Throughout the entries below, report every line where "bottom" is found.

▸ **TASK DATA**
▬▬▬▬▬▬▬▬▬▬
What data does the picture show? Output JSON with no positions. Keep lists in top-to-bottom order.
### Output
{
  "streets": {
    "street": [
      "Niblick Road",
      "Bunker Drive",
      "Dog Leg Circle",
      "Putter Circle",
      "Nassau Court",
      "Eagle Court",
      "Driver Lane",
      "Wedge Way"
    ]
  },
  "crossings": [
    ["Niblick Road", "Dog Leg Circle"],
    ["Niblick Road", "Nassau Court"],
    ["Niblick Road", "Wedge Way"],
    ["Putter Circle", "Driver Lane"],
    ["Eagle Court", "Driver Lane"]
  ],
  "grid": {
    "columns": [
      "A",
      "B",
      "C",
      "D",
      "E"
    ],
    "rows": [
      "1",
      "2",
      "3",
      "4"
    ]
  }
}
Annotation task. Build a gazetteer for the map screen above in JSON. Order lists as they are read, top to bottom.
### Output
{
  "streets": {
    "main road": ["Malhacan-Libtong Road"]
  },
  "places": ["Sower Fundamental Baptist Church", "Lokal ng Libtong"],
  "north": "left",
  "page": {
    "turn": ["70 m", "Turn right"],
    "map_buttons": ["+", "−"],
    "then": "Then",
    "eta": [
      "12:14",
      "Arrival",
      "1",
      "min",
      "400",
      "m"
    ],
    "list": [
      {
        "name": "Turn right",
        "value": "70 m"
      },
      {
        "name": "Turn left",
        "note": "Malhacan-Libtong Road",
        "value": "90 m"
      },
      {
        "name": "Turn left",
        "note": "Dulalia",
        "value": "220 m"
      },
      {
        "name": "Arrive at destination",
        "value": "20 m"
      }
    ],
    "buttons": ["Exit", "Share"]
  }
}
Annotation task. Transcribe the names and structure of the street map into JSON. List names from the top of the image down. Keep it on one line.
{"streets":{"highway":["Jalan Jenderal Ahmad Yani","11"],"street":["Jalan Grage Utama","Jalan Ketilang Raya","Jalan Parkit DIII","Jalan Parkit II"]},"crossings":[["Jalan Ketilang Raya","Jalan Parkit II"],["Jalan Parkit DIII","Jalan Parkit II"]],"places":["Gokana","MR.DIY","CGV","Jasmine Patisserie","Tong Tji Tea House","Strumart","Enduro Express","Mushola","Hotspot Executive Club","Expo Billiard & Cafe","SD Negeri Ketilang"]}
▬▬▬▬▬▬▬▬▬▬
▸ **WRITTEN SOLUTION**
What data does the picture show? Output JSON with no positions. Keep lists in top-to-bottom order.
Annotation task. Build a gazetteer for the map screen above in JSON. Order lists as they are read, top to bottom.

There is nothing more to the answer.